2018年11月5日月曜日

無責任極まる

元日本企業の徴用工であった老人が日本の企業に慰謝料を払えと訴えを起こし、韓国の最高裁が尤もなことだと認めたので、日韓で大きな外交問題となって騒いでいる。日本は外交交渉で韓国側にお金を払ってとっくに解決している話だ。もしその老人にお金が渡っていなければ、それは韓国国内の問題だろう、そっちの政府の責任できちんと解決しろとの姿勢で強弁しているが、韓国裁判所の個人の慰謝料については未解決との判決に対して、大統領は今のところ何も言及していない。昔日本の言い分を了とした経緯があるので苦しいらしい。

その争いがどう決着するかは大して関心は無いが、戦争の傷跡に対する慰謝料問題はややこしい問題だと思う。戦争は国と国が軍隊を出して殺し合い、軍隊同士の勝負で政治の決着をつけることであるのは分かり切ったこと。負けた方の政府は、先の大戦以降敵国の司法によって裁かれ、極刑に処せられたりする。これも知っての通りだが、敗戦国の国民は特に罪を負っている訳ではあるまい。とどこかで読んだ記憶がある。

しかし米国と日本の関係を見ると、戦勝国のアメリカは戦後73年経った今でも敗戦国の日本の国民から莫大な金額を搾取し続けている。向こうからすれば先の大戦の慰謝料のつもりだろうから胸は痛まないのだろう。搾取は税金だけではなく、領土領空領海と言った国土の物理的支配も変わっていない。我が国の総理や外相流に言えば「如何なる国際法に基づくや?」であるが、日本は大人しくアメリカの言うがまま蹂躙に耐えている。

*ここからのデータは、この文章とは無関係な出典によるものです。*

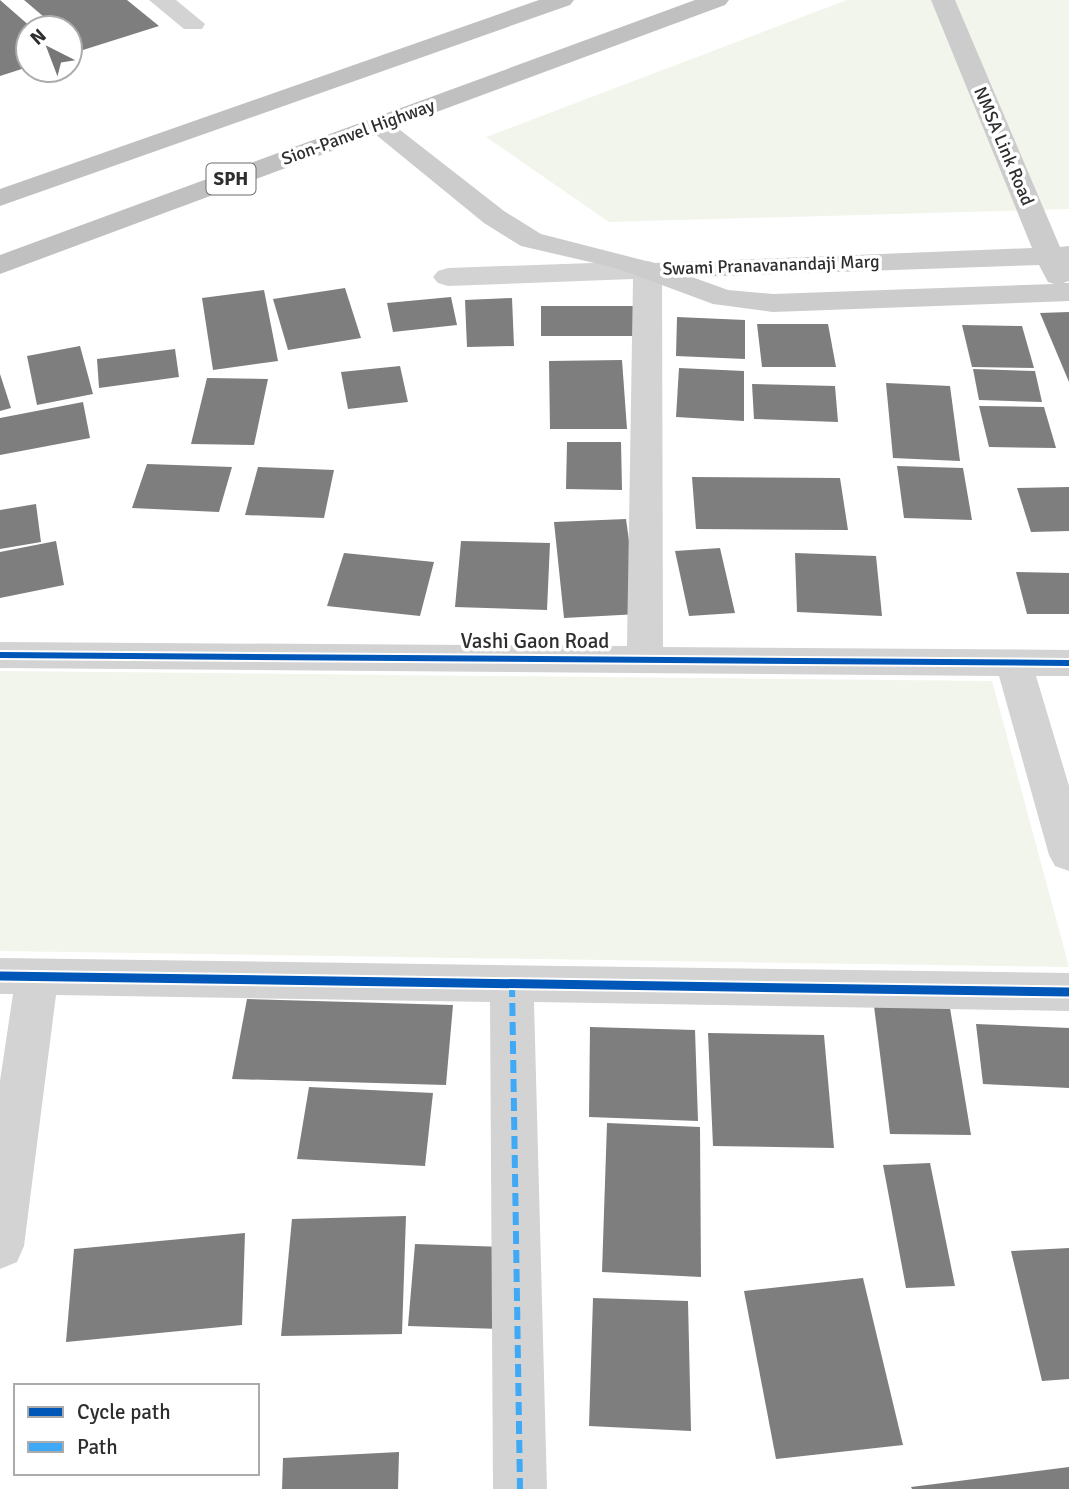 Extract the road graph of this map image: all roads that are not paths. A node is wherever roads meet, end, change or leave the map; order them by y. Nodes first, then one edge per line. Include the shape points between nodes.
1 (161, 0) edge
2 (562, 0) edge
3 (717, 0) edge
4 (943, 0) edge
5 (193, 24) dead end
6 (377, 125) junction
7 (0, 198) edge
8 (1059, 256) edge
9 (0, 265) edge
10 (648, 270) junction
11 (448, 277) dead end
12 (1067, 292) edge
13 (0, 655) edge
14 (645, 660) junction
15 (1014, 663) junction
16 (1069, 663) edge
17 (1069, 855) edge
18 (18, 976) edge
19 (512, 985) junction
20 (1069, 992) edge
21 (0, 1245) edge
22 (520, 1489) edge

1 - 5 street
2 - 7 highway
3 - 6 highway, Sion-Panvel Highway / SPH
4 - 8 street, NMSA Link Road
6 - 9 highway, Sion-Panvel Highway / SPH
6 - 10 street via 516,232 550,246
8 - 10 street, Swami Pranavanandaji Marg
8 - 12 street, NMSA Link Road
10 - 11 street
10 - 12 street, Swami Pranavanandaji Marg via 709,294 755,302
10 - 14 street
13 - 14 street, Vashi Gaon Road
14 - 15 street, Vashi Gaon Road
15 - 16 street, Vashi Gaon Road
15 - 17 street
18 - 19 street
18 - 21 street
19 - 20 street
19 - 22 street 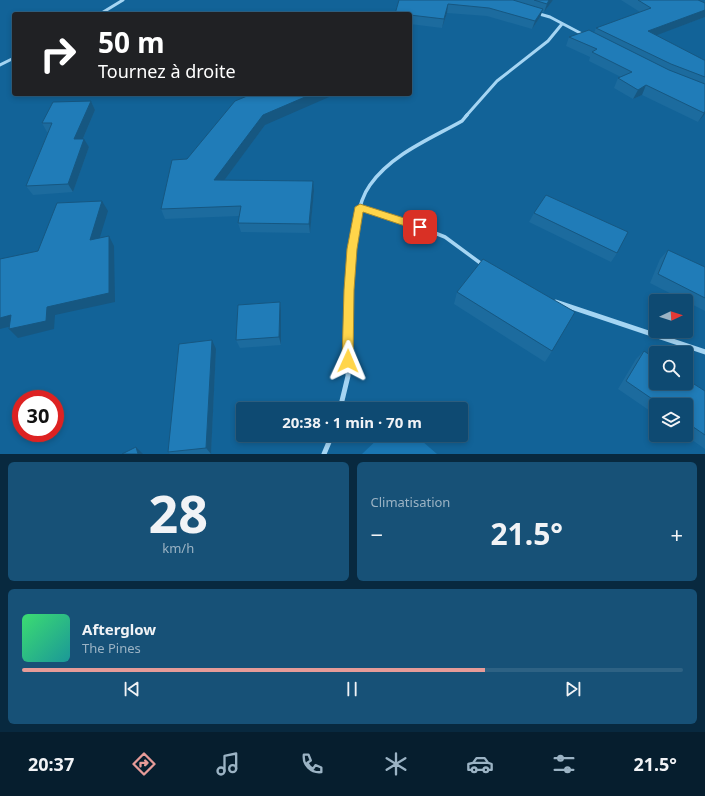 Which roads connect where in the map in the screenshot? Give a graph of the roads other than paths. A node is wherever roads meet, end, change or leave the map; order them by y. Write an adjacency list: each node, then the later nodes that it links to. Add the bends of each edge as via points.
1 (123, 0): 2 (street)
2 (103, 12)
3 (533, 12): 4 (street)
4 (562, 24): 5 (street); 8 (street, via 548,41 497,81 462,121 401,155 384,168 369,186)
5 (590, 38)
6 (12, 59): 7 (street)
7 (0, 65)
8 (360, 207): 9 (street, via 445,237); 12 (street, via 352,249 348,376)
9 (491, 271)
10 (549, 300): 11 (street)
11 (705, 352)
12 (342, 402)
13 (329, 442): 14 (street)
14 (324, 454) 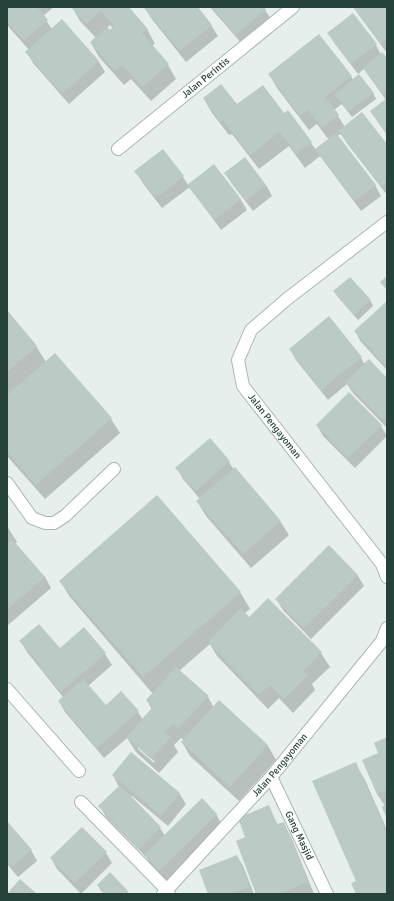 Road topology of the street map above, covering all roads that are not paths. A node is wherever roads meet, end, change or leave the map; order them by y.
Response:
1 (292, 7) edge
2 (118, 149) dead end
3 (387, 222) edge
4 (114, 469) dead end
5 (7, 483) edge
6 (387, 576) edge
7 (387, 628) edge
8 (7, 689) edge
9 (79, 771) dead end
10 (271, 777) junction
11 (81, 802) dead end
12 (166, 893) edge
13 (327, 894) edge

1 - 2 street, Jalan Perintis
3 - 6 street, Jalan Pengayoman
4 - 5 street
7 - 10 street, Jalan Pengayoman
8 - 9 street
10 - 12 street, Jalan Pengayoman
10 - 13 street, Gang Masjid
11 - 12 street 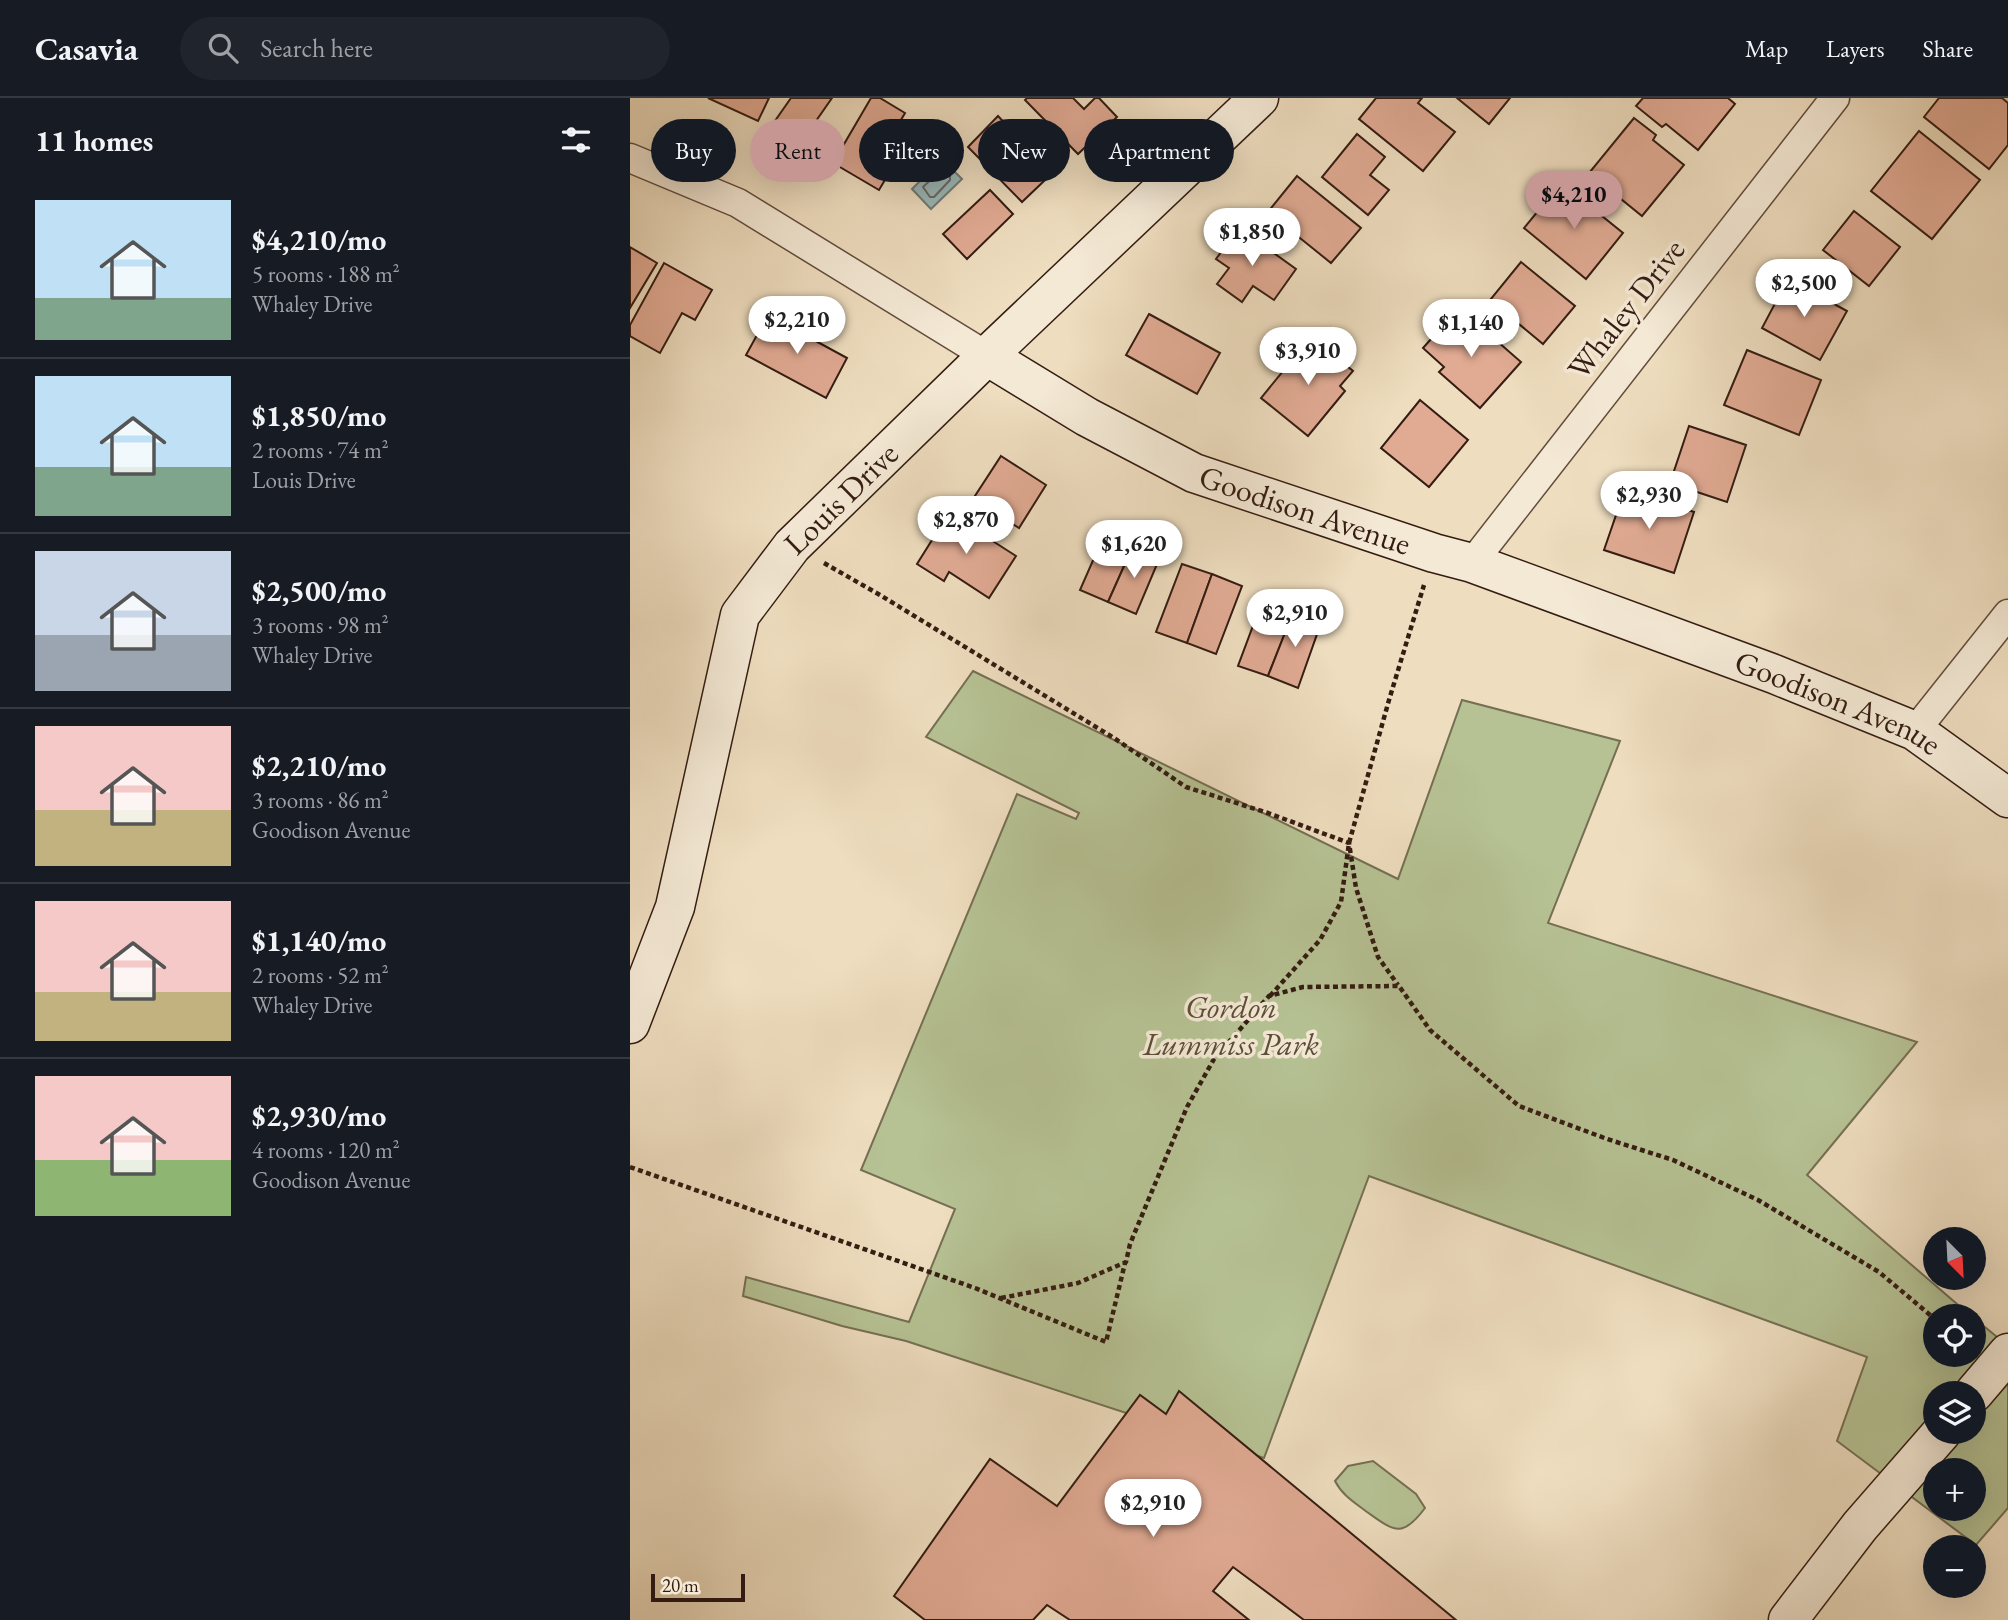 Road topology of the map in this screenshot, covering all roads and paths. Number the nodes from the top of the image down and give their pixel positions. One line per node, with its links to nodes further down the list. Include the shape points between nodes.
1 (1259, 98): 4 (street, Louis Drive)
2 (1835, 98): 7 (street, Whaley Drive)
3 (630, 159): 4 (street, Goodison Avenue, via 738,203)
4 (987, 356): 5 (street, Louis Drive); 6 (street, Goodison Avenue, via 1087,417 1194,473)
5 (792, 546): 11 (path, via 1114,738 1186,787); 14 (street, Louis Drive, via 740,615 675,907)
6 (1434, 553): 7 (street, Goodison Avenue); 11 (path)
7 (1472, 563): 9 (street, Goodison Avenue)
8 (2008, 614): 9 (street)
9 (1916, 731): 10 (street, Goodison Avenue)
10 (2008, 797)
11 (1349, 843): 12 (path, via 1356,888 1378,957); 13 (path, via 1341,902 1320,940)
12 (1399, 986): 13 (path, via 1303,987); 18 (path, via 1430,1030 1519,1106 1673,1160 1758,1200 1879,1272)
13 (1269, 996): 16 (path, via 1214,1059 1187,1107)
14 (630, 1024)
15 (630, 1167): 17 (path)
16 (1126, 1262): 17 (path, via 1079,1283); 17 (path, via 1106,1342)
17 (1001, 1298)
18 (1923, 1309)
19 (2008, 1353): 20 (street)
20 (1984, 1381)
21 (1932, 1444): 22 (street, via 1860,1526)
22 (1788, 1620)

それを思うと100歳近い韓国の一老人が、日本の企業に1千万円の慰謝料を要求し続けたのも分かるような気がする。先日テレビを観ていたら、慰安婦問題で10億円の基金を作ることでの決着に尽力したとされる元外務官僚の岡本行男氏が、「慰安婦は強制的にさせらているのに対し、徴用工は自ら志願して職に就いていたのだから全く事情が異なる。」としたり顔で言っていたのを聞いて唖然とした。もっと言いたいがそのことは措くとして。

朝鮮を植民地として蹂躙した日本は他にも大きな傷跡を残している。テレビでも一部報道(ニュースにはなっていない)されているから知っている人もいるだろうが、BC級戦犯問題である。大戦中日本軍人軍属として戦勝国の裁判にかけられながら、死刑を免れ生き残った朝鮮出身者がまだ日本に生存している。これも韓国徴用工と同じく 五指に満たないようだ。この老人は終戦で日本人でなくなった(釈放当時は無国籍)との理由で軍人恩給の対象にすらなっていない。日本は植民地を全て日本人とする建前で支配したが、敗戦と同時にその責任を一切放棄してしまった。これを無責任と言わずして何と言うべきかである。